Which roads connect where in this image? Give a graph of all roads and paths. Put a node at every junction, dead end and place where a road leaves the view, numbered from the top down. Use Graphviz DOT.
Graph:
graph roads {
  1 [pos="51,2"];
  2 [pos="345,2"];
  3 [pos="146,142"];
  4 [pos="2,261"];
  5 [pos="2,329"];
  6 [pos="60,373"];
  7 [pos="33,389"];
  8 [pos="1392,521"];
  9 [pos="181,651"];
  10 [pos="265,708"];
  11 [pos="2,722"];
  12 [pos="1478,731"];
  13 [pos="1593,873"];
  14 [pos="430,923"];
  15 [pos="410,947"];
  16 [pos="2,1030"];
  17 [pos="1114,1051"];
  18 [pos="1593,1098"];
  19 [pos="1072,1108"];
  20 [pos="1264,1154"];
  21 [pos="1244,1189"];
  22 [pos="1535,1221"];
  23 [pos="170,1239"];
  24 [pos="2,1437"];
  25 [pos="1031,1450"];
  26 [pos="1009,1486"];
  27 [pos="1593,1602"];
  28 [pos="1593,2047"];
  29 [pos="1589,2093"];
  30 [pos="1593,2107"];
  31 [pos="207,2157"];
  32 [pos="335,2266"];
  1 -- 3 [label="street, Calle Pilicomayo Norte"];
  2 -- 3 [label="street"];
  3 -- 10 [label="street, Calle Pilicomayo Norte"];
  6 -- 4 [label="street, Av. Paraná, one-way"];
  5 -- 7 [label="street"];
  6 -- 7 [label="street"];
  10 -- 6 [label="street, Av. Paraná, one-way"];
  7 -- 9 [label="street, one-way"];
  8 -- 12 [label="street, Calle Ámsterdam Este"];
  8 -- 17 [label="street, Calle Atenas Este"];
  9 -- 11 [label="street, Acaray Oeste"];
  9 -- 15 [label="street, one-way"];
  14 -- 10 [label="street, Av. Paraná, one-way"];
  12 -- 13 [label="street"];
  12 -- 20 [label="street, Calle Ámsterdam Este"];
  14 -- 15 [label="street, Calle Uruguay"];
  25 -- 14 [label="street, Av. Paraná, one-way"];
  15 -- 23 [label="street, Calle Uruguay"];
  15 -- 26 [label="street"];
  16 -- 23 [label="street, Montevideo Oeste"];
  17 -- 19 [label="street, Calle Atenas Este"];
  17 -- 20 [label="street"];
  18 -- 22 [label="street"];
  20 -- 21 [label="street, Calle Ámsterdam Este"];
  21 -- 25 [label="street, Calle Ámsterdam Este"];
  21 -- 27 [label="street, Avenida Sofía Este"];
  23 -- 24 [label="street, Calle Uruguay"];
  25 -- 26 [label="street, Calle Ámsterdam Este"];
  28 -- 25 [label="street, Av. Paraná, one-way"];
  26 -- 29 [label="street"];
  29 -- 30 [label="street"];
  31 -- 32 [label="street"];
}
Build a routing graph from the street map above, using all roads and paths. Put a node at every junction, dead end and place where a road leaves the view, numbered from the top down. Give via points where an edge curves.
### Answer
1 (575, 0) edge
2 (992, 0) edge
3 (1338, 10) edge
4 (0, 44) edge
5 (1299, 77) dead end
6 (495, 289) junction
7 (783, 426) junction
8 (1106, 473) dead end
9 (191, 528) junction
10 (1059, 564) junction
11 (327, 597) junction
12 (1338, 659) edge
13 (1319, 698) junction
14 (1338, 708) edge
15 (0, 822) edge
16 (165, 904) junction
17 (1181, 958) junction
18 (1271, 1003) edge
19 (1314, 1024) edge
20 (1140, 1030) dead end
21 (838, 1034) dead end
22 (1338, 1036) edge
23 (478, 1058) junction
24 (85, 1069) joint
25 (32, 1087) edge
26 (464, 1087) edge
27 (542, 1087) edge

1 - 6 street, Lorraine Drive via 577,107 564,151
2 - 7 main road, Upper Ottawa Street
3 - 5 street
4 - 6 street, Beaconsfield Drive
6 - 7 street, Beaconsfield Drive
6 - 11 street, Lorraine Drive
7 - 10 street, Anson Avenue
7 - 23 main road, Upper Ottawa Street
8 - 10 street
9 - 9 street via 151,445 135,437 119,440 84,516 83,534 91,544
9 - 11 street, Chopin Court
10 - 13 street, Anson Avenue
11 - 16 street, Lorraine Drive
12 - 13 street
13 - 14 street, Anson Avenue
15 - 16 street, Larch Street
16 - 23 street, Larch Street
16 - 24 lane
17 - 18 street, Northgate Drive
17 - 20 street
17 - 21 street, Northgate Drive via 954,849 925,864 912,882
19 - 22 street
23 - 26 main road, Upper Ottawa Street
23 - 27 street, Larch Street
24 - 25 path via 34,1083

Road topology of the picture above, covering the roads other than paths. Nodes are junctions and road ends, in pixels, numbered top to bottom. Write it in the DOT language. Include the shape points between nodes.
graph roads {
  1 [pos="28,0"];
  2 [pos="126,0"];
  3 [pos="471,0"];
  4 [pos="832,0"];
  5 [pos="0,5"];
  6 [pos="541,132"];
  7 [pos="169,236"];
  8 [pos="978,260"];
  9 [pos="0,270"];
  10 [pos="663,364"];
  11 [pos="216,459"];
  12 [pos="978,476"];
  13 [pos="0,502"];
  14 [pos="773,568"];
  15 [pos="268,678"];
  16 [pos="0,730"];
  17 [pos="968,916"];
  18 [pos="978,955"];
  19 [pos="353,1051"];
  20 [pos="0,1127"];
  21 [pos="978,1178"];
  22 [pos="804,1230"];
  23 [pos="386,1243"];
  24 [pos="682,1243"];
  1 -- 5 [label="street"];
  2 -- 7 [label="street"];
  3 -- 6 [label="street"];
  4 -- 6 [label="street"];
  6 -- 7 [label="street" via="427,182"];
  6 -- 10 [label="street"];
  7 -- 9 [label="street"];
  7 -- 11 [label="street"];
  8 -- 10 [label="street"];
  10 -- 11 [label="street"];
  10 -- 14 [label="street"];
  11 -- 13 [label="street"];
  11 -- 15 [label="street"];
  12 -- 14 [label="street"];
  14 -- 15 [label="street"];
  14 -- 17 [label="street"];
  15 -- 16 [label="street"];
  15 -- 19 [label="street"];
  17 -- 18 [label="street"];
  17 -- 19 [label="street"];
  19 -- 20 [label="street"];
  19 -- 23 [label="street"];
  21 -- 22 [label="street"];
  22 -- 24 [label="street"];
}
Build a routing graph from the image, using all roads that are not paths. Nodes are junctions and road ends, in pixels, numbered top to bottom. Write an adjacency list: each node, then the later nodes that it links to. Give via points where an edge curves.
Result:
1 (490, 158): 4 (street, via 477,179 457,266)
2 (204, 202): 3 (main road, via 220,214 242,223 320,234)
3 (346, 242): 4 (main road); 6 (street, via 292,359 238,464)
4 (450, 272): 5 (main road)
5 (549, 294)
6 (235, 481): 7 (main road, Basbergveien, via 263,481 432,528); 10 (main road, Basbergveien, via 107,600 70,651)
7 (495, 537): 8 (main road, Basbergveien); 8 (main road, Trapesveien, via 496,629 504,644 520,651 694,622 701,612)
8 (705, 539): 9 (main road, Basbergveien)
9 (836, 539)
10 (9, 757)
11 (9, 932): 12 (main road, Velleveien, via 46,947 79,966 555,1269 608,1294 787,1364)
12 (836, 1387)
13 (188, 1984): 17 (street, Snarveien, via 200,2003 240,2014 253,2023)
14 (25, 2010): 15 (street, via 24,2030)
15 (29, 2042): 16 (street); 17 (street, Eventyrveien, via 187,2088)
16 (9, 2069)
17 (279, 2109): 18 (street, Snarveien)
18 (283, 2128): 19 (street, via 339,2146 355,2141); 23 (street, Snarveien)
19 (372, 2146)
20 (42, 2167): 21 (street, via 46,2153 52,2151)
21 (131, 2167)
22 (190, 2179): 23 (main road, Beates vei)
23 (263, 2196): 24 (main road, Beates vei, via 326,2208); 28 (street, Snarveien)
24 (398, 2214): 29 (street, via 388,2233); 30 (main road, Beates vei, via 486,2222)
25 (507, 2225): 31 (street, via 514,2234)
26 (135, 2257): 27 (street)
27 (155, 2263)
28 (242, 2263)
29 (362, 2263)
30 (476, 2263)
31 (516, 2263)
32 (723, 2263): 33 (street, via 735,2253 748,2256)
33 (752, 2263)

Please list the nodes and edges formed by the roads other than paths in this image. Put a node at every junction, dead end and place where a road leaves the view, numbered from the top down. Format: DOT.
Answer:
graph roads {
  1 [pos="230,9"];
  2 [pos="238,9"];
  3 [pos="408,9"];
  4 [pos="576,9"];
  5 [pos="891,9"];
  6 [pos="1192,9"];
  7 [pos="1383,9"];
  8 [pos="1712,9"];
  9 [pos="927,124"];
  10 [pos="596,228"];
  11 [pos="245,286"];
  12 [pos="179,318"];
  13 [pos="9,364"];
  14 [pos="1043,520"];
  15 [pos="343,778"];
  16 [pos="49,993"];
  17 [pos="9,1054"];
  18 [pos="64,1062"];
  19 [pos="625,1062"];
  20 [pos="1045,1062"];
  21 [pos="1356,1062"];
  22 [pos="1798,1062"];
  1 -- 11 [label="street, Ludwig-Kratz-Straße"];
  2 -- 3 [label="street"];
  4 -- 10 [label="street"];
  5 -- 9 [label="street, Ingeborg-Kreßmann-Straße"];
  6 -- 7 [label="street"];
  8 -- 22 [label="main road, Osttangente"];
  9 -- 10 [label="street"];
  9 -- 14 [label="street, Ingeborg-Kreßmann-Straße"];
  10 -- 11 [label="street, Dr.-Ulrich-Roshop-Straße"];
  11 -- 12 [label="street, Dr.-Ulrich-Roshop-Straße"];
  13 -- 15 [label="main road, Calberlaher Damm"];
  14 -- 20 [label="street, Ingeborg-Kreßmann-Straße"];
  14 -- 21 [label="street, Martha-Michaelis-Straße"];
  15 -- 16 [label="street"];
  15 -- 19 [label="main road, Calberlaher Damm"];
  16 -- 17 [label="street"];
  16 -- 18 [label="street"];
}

- - -

#### [Your task]
Please report every line in the entries above that holds the string "dead".

#### [Solution for this exercise]
Which roads connect where in this image? Give a graph of all roads and paths. Put a node at every junction, dead end and place where a road leaves the view, numbered from the top down. Use Graphviz DOT.
Build a routing graph from the street map above, using all roads and paths. Put a node at every junction, dead end and place where a road leaves the view, numbered from the top down. Give via points where an edge curves.
5 (1299, 77) dead end
8 (1106, 473) dead end
20 (1140, 1030) dead end
21 (838, 1034) dead end
Please list the nodes and edges formed by the roads other than paths in this image. Put a node at every junction, dead end and place where a road leaves the view, numbered from the top down. Format: DOT.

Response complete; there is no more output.